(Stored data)
-- Opening Marker --

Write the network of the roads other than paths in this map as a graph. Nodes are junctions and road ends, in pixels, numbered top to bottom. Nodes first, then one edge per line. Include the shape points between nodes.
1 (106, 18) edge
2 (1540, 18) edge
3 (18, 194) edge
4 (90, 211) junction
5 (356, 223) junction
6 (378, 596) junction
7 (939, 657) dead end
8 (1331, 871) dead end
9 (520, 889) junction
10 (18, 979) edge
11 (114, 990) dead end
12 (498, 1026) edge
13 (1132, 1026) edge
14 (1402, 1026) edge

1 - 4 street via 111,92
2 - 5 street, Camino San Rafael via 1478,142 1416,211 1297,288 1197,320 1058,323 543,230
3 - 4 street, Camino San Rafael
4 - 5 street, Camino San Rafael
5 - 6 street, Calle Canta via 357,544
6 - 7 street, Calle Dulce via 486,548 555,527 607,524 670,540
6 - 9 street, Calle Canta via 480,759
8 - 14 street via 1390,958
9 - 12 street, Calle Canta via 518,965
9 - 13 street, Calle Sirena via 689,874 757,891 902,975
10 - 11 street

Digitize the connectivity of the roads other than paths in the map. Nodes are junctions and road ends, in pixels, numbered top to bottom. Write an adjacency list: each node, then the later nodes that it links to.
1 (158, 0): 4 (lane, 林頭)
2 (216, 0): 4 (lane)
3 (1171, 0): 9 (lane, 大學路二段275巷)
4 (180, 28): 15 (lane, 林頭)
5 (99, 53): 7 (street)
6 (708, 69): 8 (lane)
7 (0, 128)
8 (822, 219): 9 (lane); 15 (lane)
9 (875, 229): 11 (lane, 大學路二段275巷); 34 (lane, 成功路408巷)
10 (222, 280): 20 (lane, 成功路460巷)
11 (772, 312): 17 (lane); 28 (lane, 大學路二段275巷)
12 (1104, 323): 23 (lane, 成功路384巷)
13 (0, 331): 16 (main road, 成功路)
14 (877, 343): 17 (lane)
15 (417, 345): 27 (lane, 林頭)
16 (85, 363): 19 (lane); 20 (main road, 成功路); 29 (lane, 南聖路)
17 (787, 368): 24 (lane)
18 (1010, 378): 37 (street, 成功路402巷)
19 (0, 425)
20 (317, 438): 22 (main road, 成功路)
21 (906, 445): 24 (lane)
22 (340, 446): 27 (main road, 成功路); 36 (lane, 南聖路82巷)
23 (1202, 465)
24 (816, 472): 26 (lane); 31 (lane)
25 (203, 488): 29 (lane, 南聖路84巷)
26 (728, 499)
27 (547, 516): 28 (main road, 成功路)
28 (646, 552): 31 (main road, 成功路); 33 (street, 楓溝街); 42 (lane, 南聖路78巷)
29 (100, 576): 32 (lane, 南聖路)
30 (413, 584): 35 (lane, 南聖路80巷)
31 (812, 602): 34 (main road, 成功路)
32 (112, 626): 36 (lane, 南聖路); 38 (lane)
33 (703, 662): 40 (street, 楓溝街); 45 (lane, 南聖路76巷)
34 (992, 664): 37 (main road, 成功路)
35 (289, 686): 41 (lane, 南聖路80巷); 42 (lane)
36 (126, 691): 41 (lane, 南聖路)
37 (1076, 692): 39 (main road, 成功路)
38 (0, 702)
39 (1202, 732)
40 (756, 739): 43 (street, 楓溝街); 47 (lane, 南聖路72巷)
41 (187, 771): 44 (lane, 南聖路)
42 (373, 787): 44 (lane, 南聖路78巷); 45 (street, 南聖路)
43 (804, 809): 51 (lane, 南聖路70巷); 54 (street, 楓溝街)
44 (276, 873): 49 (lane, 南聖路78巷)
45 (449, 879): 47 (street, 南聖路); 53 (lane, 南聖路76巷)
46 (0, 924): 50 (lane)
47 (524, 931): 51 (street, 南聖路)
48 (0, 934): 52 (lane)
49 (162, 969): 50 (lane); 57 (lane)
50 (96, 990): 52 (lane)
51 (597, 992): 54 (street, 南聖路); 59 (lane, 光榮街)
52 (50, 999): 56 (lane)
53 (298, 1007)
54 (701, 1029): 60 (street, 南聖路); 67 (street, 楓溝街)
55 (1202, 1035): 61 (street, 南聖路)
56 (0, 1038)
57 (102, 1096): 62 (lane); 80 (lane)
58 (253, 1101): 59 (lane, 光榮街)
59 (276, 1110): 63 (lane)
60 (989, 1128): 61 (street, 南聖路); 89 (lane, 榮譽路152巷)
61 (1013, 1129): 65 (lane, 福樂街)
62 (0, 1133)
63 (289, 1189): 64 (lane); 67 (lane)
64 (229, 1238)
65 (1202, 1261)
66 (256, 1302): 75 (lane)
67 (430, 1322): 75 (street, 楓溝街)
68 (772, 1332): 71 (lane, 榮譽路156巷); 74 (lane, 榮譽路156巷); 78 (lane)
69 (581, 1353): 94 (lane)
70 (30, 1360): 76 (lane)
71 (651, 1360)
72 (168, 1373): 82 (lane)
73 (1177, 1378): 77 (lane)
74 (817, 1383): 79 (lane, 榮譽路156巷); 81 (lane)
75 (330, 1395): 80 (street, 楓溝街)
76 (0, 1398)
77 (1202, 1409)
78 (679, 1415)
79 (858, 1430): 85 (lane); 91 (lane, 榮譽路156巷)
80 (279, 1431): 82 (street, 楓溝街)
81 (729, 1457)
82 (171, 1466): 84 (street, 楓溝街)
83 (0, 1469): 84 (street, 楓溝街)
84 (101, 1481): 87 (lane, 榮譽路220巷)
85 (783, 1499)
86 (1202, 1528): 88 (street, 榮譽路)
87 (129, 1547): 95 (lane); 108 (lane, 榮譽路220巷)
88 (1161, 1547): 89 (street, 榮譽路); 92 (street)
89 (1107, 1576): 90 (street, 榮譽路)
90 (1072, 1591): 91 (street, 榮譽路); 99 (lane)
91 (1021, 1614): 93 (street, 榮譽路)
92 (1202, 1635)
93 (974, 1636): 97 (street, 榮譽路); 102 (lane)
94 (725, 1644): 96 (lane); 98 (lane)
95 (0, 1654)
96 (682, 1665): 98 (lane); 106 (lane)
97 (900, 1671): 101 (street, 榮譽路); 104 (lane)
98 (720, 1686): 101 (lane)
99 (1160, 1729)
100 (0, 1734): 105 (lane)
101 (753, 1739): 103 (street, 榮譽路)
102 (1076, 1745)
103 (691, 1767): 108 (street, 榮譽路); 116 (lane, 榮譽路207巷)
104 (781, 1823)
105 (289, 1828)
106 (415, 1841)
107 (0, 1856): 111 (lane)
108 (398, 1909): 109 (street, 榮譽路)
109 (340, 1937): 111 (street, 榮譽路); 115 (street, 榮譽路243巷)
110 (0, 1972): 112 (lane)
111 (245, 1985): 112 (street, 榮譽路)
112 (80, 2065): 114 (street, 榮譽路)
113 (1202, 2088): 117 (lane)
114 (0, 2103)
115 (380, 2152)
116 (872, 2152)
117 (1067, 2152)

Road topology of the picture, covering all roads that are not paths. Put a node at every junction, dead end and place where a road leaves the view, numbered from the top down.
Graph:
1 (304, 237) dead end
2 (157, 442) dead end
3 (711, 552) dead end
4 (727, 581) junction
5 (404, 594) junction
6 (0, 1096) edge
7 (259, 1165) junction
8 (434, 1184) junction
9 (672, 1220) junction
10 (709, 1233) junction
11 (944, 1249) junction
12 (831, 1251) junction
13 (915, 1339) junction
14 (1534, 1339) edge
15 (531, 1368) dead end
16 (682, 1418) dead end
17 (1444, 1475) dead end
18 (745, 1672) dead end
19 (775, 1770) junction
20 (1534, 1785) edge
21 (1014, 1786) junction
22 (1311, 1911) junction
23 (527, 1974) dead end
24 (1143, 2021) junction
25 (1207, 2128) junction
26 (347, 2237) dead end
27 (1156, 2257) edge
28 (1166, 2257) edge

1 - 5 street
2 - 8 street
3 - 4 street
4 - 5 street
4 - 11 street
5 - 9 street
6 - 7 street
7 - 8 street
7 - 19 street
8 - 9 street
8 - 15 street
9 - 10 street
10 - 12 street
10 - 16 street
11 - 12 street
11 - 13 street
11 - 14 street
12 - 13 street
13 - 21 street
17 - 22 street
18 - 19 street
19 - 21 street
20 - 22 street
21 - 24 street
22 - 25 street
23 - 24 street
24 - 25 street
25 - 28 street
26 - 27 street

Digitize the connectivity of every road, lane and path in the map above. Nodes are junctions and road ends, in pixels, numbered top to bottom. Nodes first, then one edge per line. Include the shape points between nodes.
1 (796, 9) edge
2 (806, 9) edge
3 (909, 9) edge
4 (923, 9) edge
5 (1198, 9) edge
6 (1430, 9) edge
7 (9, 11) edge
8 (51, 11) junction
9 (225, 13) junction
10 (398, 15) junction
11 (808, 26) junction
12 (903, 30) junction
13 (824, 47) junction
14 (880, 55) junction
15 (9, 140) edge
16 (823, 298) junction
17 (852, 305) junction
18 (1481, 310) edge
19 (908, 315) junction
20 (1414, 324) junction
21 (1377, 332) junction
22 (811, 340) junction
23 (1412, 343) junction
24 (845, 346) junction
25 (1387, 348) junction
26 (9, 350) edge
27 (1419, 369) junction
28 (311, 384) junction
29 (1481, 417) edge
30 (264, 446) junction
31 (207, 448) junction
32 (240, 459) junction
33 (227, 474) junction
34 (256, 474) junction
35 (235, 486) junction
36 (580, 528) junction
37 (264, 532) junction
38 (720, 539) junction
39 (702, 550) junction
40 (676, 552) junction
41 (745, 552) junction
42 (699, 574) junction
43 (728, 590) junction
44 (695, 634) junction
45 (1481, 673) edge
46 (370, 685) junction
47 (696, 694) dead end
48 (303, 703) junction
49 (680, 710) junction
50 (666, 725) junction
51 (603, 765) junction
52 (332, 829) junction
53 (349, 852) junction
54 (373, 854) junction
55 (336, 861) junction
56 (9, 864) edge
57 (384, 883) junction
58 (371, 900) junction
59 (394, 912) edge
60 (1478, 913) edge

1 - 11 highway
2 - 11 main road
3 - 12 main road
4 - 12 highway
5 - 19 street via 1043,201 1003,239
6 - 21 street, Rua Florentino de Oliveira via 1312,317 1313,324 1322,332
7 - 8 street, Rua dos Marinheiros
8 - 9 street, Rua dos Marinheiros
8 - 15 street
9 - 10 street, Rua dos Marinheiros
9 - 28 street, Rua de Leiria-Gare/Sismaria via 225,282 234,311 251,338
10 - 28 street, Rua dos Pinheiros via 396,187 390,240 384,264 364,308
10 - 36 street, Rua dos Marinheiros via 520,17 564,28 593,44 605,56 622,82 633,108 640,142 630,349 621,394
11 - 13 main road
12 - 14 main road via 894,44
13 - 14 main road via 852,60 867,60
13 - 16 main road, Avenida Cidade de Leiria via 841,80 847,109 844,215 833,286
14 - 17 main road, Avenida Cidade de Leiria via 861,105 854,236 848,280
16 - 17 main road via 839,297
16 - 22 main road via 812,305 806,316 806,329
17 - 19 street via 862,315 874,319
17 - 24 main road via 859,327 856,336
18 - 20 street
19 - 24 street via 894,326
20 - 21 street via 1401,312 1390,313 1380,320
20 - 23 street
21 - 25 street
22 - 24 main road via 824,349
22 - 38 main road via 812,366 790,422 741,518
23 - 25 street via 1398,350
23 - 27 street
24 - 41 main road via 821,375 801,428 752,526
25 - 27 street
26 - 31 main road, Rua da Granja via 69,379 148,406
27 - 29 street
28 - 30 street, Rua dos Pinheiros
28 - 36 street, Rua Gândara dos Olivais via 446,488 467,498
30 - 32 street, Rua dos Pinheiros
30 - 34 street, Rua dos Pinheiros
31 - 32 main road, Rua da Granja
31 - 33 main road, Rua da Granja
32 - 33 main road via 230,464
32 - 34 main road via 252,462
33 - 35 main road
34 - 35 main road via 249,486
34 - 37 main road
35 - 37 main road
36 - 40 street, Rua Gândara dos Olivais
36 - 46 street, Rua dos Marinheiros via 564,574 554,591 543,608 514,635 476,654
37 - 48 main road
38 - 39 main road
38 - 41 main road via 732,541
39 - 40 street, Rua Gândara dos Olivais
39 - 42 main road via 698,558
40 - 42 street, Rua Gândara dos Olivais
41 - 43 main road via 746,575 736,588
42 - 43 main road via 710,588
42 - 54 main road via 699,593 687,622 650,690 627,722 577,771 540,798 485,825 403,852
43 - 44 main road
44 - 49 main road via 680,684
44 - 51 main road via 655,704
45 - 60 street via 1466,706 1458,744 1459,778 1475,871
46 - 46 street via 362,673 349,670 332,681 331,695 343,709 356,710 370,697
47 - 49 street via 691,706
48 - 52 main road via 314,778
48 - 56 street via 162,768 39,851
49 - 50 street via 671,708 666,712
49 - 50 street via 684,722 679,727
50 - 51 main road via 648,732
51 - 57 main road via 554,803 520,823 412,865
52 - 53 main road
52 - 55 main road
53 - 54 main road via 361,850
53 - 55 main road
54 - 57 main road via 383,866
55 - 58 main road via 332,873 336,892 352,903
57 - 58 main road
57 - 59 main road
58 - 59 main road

-- Closing Marker --

● **ACTION ITEM**: For every line in the data above that has the string "roads", return that line.

● **WRITTEN ANSWER**:
Write the network of the roads other than paths in this map as a graph. Nodes are junctions and road ends, in pixels, numbered top to bottom. Nodes first, then one edge per line. Include the shape points between nodes.
Digitize the connectivity of the roads other than paths in the map. Nodes are junctions and road ends, in pixels, numbered top to bottom. Write an adjacency list: each node, then the later nodes that it links to.
Road topology of the picture, covering all roads that are not paths. Put a node at every junction, dead end and place where a road leaves the view, numbered from the top down.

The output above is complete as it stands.